R : C’est une excellente question. De nombreux chiffres circulent et on ne s’attarde pas souvent à la façon dont les calculs ont été faits.

L’économiste Sylvain Charlebois, qui enseigne à l’Université Dalhousie (à Halifax) et collabore aux pages éditoriales de La Presse, a évalué l’an dernier que « le ménage canadien moyen produit maintenant 2,30 kg de déchets » sur une base hebdomadaire.

Comment est-il parvenu à une telle conclusion ?

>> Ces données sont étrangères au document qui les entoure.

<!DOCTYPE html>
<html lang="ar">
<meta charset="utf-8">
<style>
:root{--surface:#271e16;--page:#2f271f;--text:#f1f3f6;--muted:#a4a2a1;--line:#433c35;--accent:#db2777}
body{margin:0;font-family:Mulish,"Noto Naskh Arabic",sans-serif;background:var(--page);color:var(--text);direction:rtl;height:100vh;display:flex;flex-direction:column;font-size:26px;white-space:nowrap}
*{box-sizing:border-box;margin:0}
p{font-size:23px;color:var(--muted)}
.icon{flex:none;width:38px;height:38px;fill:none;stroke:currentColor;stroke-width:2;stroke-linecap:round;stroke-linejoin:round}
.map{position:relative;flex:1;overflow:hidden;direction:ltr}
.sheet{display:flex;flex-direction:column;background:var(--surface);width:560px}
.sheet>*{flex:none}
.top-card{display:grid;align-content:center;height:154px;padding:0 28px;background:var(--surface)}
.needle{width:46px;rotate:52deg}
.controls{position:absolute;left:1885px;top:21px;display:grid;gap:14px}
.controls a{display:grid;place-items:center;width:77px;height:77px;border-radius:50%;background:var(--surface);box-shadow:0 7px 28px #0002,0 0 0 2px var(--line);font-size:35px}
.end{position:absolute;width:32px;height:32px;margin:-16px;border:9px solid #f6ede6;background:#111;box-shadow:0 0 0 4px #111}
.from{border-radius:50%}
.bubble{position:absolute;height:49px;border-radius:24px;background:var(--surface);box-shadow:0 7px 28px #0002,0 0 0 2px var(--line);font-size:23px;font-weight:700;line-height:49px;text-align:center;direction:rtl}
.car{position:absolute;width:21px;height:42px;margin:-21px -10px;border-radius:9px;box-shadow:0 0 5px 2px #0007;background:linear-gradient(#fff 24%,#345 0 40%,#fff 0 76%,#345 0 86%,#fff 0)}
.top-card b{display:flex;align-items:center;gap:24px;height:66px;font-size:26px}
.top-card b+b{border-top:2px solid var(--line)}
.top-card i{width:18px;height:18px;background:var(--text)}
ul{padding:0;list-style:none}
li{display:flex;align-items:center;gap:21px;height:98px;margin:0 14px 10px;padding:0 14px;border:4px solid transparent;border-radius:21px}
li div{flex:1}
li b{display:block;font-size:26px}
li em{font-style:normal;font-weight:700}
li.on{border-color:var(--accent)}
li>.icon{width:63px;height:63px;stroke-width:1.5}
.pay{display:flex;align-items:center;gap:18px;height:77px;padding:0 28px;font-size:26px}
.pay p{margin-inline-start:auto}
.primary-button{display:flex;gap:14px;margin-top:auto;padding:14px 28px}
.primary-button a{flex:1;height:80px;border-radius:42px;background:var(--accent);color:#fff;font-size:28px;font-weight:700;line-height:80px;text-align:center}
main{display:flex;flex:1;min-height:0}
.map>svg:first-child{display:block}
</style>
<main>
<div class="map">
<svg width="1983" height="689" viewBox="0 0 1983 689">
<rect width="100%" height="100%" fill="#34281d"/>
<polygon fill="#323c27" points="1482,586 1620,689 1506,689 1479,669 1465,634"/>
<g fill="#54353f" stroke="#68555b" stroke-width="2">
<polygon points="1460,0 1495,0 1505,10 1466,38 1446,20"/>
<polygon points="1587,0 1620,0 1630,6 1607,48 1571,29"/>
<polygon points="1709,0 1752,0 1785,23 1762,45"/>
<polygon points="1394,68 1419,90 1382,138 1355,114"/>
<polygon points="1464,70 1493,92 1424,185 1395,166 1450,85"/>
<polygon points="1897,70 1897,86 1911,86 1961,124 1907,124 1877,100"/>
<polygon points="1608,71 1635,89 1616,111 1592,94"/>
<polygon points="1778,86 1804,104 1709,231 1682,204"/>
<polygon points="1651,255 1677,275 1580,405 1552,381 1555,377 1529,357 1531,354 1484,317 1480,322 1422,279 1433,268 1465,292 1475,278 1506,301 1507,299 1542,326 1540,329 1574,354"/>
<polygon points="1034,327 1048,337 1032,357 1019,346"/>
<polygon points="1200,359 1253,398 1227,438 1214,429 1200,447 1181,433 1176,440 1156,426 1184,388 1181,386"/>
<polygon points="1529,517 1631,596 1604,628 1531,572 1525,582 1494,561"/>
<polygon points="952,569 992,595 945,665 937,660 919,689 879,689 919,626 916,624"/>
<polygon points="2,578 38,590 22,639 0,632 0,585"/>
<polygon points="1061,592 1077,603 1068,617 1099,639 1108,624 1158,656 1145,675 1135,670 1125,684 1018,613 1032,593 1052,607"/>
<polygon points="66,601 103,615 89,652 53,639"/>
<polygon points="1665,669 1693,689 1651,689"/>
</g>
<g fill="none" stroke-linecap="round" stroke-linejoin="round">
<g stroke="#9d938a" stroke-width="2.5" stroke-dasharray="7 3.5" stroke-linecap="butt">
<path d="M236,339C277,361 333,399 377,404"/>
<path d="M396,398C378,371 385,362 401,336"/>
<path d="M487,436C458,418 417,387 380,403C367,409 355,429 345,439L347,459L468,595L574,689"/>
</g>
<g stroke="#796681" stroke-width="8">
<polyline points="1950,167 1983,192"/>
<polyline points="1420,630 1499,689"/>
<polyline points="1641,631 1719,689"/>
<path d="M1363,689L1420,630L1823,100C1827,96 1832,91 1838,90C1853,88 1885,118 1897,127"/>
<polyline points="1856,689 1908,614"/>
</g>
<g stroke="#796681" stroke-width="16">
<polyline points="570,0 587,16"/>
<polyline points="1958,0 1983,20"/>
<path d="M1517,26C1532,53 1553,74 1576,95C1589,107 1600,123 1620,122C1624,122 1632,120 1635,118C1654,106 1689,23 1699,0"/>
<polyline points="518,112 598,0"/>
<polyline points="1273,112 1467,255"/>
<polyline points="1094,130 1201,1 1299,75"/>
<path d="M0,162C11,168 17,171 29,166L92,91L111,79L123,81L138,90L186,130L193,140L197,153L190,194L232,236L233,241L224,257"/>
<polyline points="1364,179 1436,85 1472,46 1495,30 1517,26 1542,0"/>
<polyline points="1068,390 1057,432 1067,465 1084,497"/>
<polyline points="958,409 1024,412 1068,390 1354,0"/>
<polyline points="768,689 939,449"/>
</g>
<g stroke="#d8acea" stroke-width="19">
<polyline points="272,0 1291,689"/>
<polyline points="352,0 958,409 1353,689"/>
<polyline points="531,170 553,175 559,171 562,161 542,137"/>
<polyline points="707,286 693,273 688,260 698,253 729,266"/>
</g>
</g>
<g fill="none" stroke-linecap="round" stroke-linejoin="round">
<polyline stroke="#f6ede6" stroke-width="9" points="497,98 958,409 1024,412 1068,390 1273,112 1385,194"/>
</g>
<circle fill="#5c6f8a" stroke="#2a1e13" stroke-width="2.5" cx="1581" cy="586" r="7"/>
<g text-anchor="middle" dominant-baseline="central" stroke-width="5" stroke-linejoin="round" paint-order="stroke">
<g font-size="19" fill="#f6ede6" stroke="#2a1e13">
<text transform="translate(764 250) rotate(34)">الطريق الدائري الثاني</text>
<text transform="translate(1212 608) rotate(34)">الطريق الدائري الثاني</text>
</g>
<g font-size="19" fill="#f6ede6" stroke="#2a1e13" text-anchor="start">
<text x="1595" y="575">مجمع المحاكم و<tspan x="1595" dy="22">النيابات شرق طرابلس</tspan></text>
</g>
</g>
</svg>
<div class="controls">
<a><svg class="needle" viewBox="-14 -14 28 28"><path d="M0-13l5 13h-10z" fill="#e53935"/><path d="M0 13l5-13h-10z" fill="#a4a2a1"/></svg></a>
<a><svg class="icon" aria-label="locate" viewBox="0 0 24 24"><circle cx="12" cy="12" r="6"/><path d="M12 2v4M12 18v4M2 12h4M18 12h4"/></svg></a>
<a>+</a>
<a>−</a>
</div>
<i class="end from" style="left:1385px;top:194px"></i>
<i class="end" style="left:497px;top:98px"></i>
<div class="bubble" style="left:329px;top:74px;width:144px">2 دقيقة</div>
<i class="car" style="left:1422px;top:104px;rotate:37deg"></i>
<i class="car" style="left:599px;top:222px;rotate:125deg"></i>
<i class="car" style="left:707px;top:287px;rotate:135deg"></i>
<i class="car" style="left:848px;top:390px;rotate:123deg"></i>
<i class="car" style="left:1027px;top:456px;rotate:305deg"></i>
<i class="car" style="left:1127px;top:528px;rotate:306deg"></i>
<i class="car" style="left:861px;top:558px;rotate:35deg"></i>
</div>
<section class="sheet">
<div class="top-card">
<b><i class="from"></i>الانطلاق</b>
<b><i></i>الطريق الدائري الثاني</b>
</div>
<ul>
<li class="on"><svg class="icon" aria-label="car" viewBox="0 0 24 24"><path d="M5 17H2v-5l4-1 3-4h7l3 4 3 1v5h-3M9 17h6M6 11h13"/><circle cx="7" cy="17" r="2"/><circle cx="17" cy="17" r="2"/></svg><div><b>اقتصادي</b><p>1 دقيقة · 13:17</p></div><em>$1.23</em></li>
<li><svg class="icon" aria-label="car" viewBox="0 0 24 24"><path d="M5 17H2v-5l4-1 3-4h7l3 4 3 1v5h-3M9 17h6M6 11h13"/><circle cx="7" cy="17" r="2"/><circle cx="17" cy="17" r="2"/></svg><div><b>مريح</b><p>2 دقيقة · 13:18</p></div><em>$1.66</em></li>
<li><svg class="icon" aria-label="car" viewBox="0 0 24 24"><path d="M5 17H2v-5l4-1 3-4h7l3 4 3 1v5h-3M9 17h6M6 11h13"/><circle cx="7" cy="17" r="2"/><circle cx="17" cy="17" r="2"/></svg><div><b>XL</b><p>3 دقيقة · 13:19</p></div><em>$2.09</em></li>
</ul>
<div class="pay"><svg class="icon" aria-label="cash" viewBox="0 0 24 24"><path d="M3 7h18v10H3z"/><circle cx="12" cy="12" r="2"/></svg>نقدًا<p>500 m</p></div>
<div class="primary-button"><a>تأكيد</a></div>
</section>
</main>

Son équipe de recherche, du Laboratoire en science analytique agroalimentaire de l’Université Dalhousie, a carrément demandé à 8272 Canadiens, en août 2020 (lors de la première vague de la pandémie), d’estimer la quantité de déchets alimentaires organiques qu’ils avaient gaspillée en une semaine.

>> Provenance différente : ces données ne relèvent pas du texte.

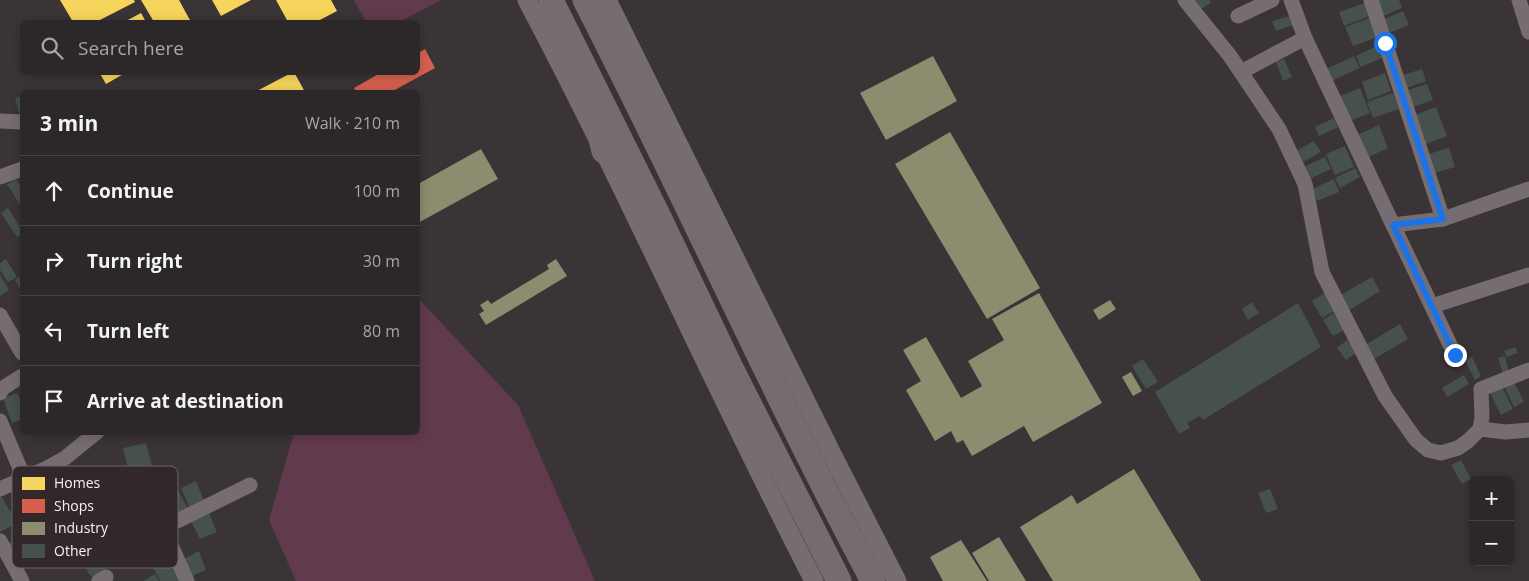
<!DOCTYPE html>
<meta charset="utf-8">
<style>
body{margin:0;font-family:"Open Sans",sans-serif;background:#383335;color:#f1f3f6}
.controls{position:absolute;right:15px;bottom:15px;display:grid;overflow:hidden;border-radius:8px;box-shadow:0 2px 12px #0003}
.controls button{width:45px;height:45px;display:grid;place-items:center;padding:0;border:0;border-bottom:1px solid #484446;background:#2c2729;color:#f1f3f6;font:25px sans-serif}
.stop{position:absolute;width:15px;height:15px;margin:-11px;border:4px solid #1a73e8;border-radius:50%;background:#fff}
.stop.end{background:#1a73e8;border-color:#fff;box-shadow:0 1px 5px #0008}
.list{margin:0;padding:0;list-style:none}
h2{display:flex;justify-content:space-between;align-items:center;height:65px;margin:0;padding:0 20px;font-size:21px}
h2 small{font-size:16px;font-weight:400;color:#a6a5a8}
.list li{display:grid;grid-template-columns:32px 1fr auto;gap:15px;align-items:center;box-sizing:border-box;height:70px;padding:0 20px;border-top:1px solid #484446}
.list b{display:block;font-size:19px;white-space:nowrap}
.list em{font-size:16px;font-style:normal;color:#a6a5a8}
.icon{flex:none;width:28px;height:28px;fill:none;stroke:currentColor;stroke-width:2;stroke-linecap:round;stroke-linejoin:round}
.map{position:relative;flex:none;width:1529px;height:581px;overflow:hidden}
.search{position:absolute;background:#2c2729;box-shadow:0 2px 12px #0003;left:20px;top:20px;width:400px;height:55px;display:flex;align-items:center;gap:12px;box-sizing:border-box;padding:0 18px;border-radius:8px;color:#a6a5a8;font-size:19px}
.panel{position:absolute;background:#2c2729;box-shadow:0 2px 12px #0003;left:20px;top:90px;width:400px;height:345px;border-radius:8px}
.map>svg:first-child{display:block}
</style>
<div class="map">
<svg width="1529" height="581" viewBox="0 0 1529 581">
<rect width="100%" height="100%" fill="#3a3437"/>
<!-- green -->
<g fill="#623a4d">
<polygon points="354,0 441,0 399,22 366,22"/>
<polygon points="418,298 518,405 595,581 296,581 269,520 294,433 418,432"/>
</g>
<!-- homes -->
<g fill="#f6d55c">
<polygon points="60,0 134,0 135,2 96,22 73,22"/>
<polygon points="141,0 179,0 191,22 154,22"/>
<polygon points="212,0 251,0 221,16"/>
<polygon points="276,0 331,0 337,11 316,22 288,22"/>
<polygon points="141,13 146,22 124,22"/>
<polygon points="99,72 127,72 106,84"/>
<polygon points="293,72 294,72 305,92 255,92"/>
</g>
<!-- shops -->
<polygon fill="#d6604d" points="425,49 435,68 391,92 356,92 354,88 382,72 418,72 418,53"/>
<!-- industry -->
<g fill="#8c8c6e">
<polygon points="933,56 957,101 886,140 860,93"/>
<polygon points="950,132 1040,288 987,319 895,164"/>
<polygon points="481,149 498,179 418,223 418,184"/>
<polygon points="556,259 567,276 486,325 479,314 484,311 480,305 488,300 491,304 549,269 547,265"/>
<polygon points="1039,293 1102,403 1033,442 1024,426 972,456 963,440 957,443 951,431 935,441 906,390 921,381 903,350 926,337 961,398 982,386 968,361 1004,340 992,319"/>
<polygon points="1110,300 1116,309 1099,320 1093,310"/>
<polygon points="1131,372 1142,391 1133,396 1122,377"/>
<polygon points="1134,469 1201,581 1053,581 1020,527 1072,495 1077,504"/>
<polygon points="999,537 1026,581 989,581 972,553"/>
<polygon points="961,540 987,581 943,581 930,557"/>
</g>
<!-- building -->
<g fill="#46504c">
<polygon points="1190,0 1209,0 1211,3 1198,11"/>
<polygon points="1374,0 1399,0 1402,8 1379,18"/>
<polygon points="1365,3 1370,16 1344,26 1339,12"/>
<polygon points="1403,11 1409,25 1387,34 1382,20"/>
<polygon points="1290,16 1293,25 1276,31 1272,21"/>
<polygon points="1370,18 1378,37 1353,46 1345,27"/>
<polygon points="1379,45 1384,57 1361,67 1356,56"/>
<polygon points="1354,56 1360,68 1329,82 1324,70"/>
<polygon points="1284,59 1292,77 1283,81 1276,62"/>
<polygon points="1422,69 1426,81 1404,89 1400,76"/>
<polygon points="1385,73 1391,91 1368,100 1362,82"/>
<polygon points="1427,84 1433,100 1410,108 1404,91"/>
<polygon points="1360,88 1370,113 1347,122 1338,97"/>
<polygon points="1393,93 1399,109 1373,118 1367,102"/>
<polygon points="22,96 22,119 21,120 15,98"/>
<polygon points="1436,107 1447,136 1423,145 1412,116"/>
<polygon points="1334,118 1338,127 1319,136 1315,127"/>
<polygon points="1379,125 1388,148 1364,159 1355,136"/>
<polygon points="1314,141 1321,152 1303,162 1296,151"/>
<polygon points="1345,146 1354,167 1335,175 1326,154"/>
<polygon points="1449,148 1455,167 1431,174 1425,155"/>
<polygon points="1325,157 1331,169 1310,179 1304,167"/>
<polygon points="1355,168 1360,177 1340,188 1335,178"/>
<polygon points="16,179 22,190 22,208 7,184"/>
<polygon points="1334,179 1339,192 1317,201 1312,189"/>
<polygon points="8,208 22,230 22,234 17,237 1,213"/>
<polygon points="6,259 17,277 8,282 0,270 0,263"/>
<polygon points="0,275 9,290 0,296"/>
<polygon points="22,276 22,289 21,290 15,280"/>
<polygon points="1372,277 1380,291 1348,311 1339,296"/>
<polygon points="1325,293 1335,311 1322,318 1312,301"/>
<polygon points="1252,302 1259,313 1248,320 1242,309"/>
<polygon points="1298,303 1321,347 1203,420 1200,416 1187,423 1190,428 1179,434 1155,392"/>
<polygon points="1334,313 1344,330 1333,336 1323,320"/>
<polygon points="1400,324 1408,339 1374,359 1365,345"/>
<polygon points="1347,340 1356,353 1346,360 1337,348"/>
<polygon points="1515,347 1518,353 1507,357 1504,351"/>
<polygon points="1505,356 1509,372 1503,374 1498,358"/>
<polygon points="1472,357 1481,376 1475,380 1465,360"/>
<polygon points="1143,359 1158,382 1146,389 1132,366"/>
<polygon points="1464,375 1469,384 1447,397 1442,388"/>
<polygon points="1513,380 1524,402 1514,407 1503,384"/>
<polygon points="1502,387 1513,409 1501,415 1490,393"/>
<polygon points="18,393 22,406 22,419 12,423 3,398"/>
<polygon points="146,443 154,474 131,480 123,448"/>
<polygon points="1461,460 1471,479 1462,484 1451,465"/>
<polygon points="196,481 205,503 190,509 181,488"/>
<polygon points="176,487 190,512 162,528 148,503"/>
<polygon points="1270,489 1278,509 1266,513 1258,493"/>
<polygon points="0,494 17,523 0,532"/>
<polygon points="208,511 217,532 200,539 190,519"/>
<polygon points="23,534 35,553 19,564 6,545"/>
<polygon points="103,541 117,561 92,578 79,558"/>
<polygon points="199,551 206,570 189,577 180,561"/>
<polygon points="166,555 181,581 160,581 151,563"/>
<polygon points="155,574 159,581 143,581"/>
</g>
<g fill="none" stroke-linecap="round" stroke-linejoin="round">
<!-- minor -->
<g stroke="#766d72" stroke-width="15">
<polyline points="1185,0 1230,56 1279,129 1305,184 1322,272 1385,396 1416,440 1428,450 1441,453 1458,448 1468,441 1480,429 1482,417 1481,389 1529,370"/>
<polyline points="1291,0 1305,38 1393,225 1443,219 1529,189"/>
<polyline points="1371,0 1443,219"/>
<polyline points="1519,0 1529,32"/>
<polyline points="1238,16 1272,0"/>
<polyline points="1241,72 1305,38"/>
<polyline points="0,121 22,122"/>
<polyline points="0,177 22,169"/>
<polyline points="1393,225 1455,355"/>
<polyline points="1432,306 1529,275"/>
<polyline points="0,315 22,353"/>
<polyline points="0,393 3,388 22,376"/>
<polyline points="0,421 24,478"/>
<polyline points="1480,429 1506,432 1529,430"/>
<polyline points="0,489 47,468 65,458 97,432"/>
<polyline points="0,541 22,581"/>
<polyline points="99,581 106,577"/>
<polyline points="187,581 166,534 166,528 171,524 250,485"/>
</g>
<!-- tertiary -->
<g stroke="#766d72" stroke-width="19">
<path d="M527,0C628,191 715,389 814,581"/>
<polyline points="607,0 832,454 897,581"/>
</g>
<!-- trunk -->
<g stroke="#746c70" stroke-width="25">
<polyline points="551,0 659,217 731,368 839,581"/>
<path d="M585,0C684,192 771,390 873,581"/>
<polyline points="593,105 604,151"/>
</g>
</g>
<g fill="none" stroke-linecap="round" stroke-linejoin="round">
<!-- route -->
<polyline stroke="#1a73e8" stroke-width="6" points="1385,43 1443,219 1393,225 1455,355"/>
</g>
<!-- legend -->
<rect x="12" y="466" width="166" height="102" rx="8" fill="#32282c" stroke="#6d6468" stroke-width="1"/>
<rect x="22" y="477" width="23" height="13" fill="#f6d55c"/>
<rect x="22" y="499" width="23" height="14" fill="#d6604d"/>
<rect x="22" y="522" width="23" height="13" fill="#8c8c6e"/>
<rect x="22" y="544" width="23" height="14" fill="#46504c"/>
<g font-size="14" fill="#f7f0f3">
<text x="54" y="488">Homes</text>
<text x="54" y="511">Shops</text>
<text x="54" y="533">Industry</text>
<text x="54" y="556">Other</text>
</g>
</svg>
<div class="controls">
<button>+</button>
<button>−</button>
</div>
<div class="stop" style="left:1385px;top:43px"></div>
<div class="stop end" style="left:1455px;top:355px"></div>
<div class="search"><svg class="icon" aria-label="search" viewBox="0 0 24 24"><circle cx="10" cy="10" r="6"/><path d="M15 15l6 6"/></svg>Search here</div>
<section class="panel">
<h2>3 min<small>Walk · 210 m</small></h2>
<ul class="list">
<li><svg class="icon" aria-label="ahead" viewBox="0 0 24 24"><path d="M12 20V5M6 11l6-6 6 6"/></svg><div><b>Continue</b></div><em>100 m</em></li>
<li><svg class="icon" aria-label="right" viewBox="0 0 24 24"><path d="M7 20v-9h11M14 6l5 5-5 5"/></svg><div><b>Turn right</b></div><em>30 m</em></li>
<li><svg class="icon" aria-label="left" viewBox="0 0 24 24"><path d="M17 20v-9H6M10 6l-5 5 5 5"/></svg><div><b>Turn left</b></div><em>80 m</em></li>
<li><svg class="icon" aria-label="arrive" viewBox="0 0 24 24"><path d="M6 21V4h12l-3 4 3 4H6"/></svg><div><b>Arrive at destination</b></div></li>
</ul>
</section>
</div>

L’équipe en a aussi profité pour poser plusieurs questions liées au gaspillage.

Ainsi, 47,9 % des foyers ont dit évaluer qu’ils gaspillaient moins de nourriture en quantité ET en pourcentage global depuis le début de la pandémie, alors que 29 % des foyers ont affirmé qu’ils gaspillaient moins de nourriture en quantité, mais pas en pourcentage global.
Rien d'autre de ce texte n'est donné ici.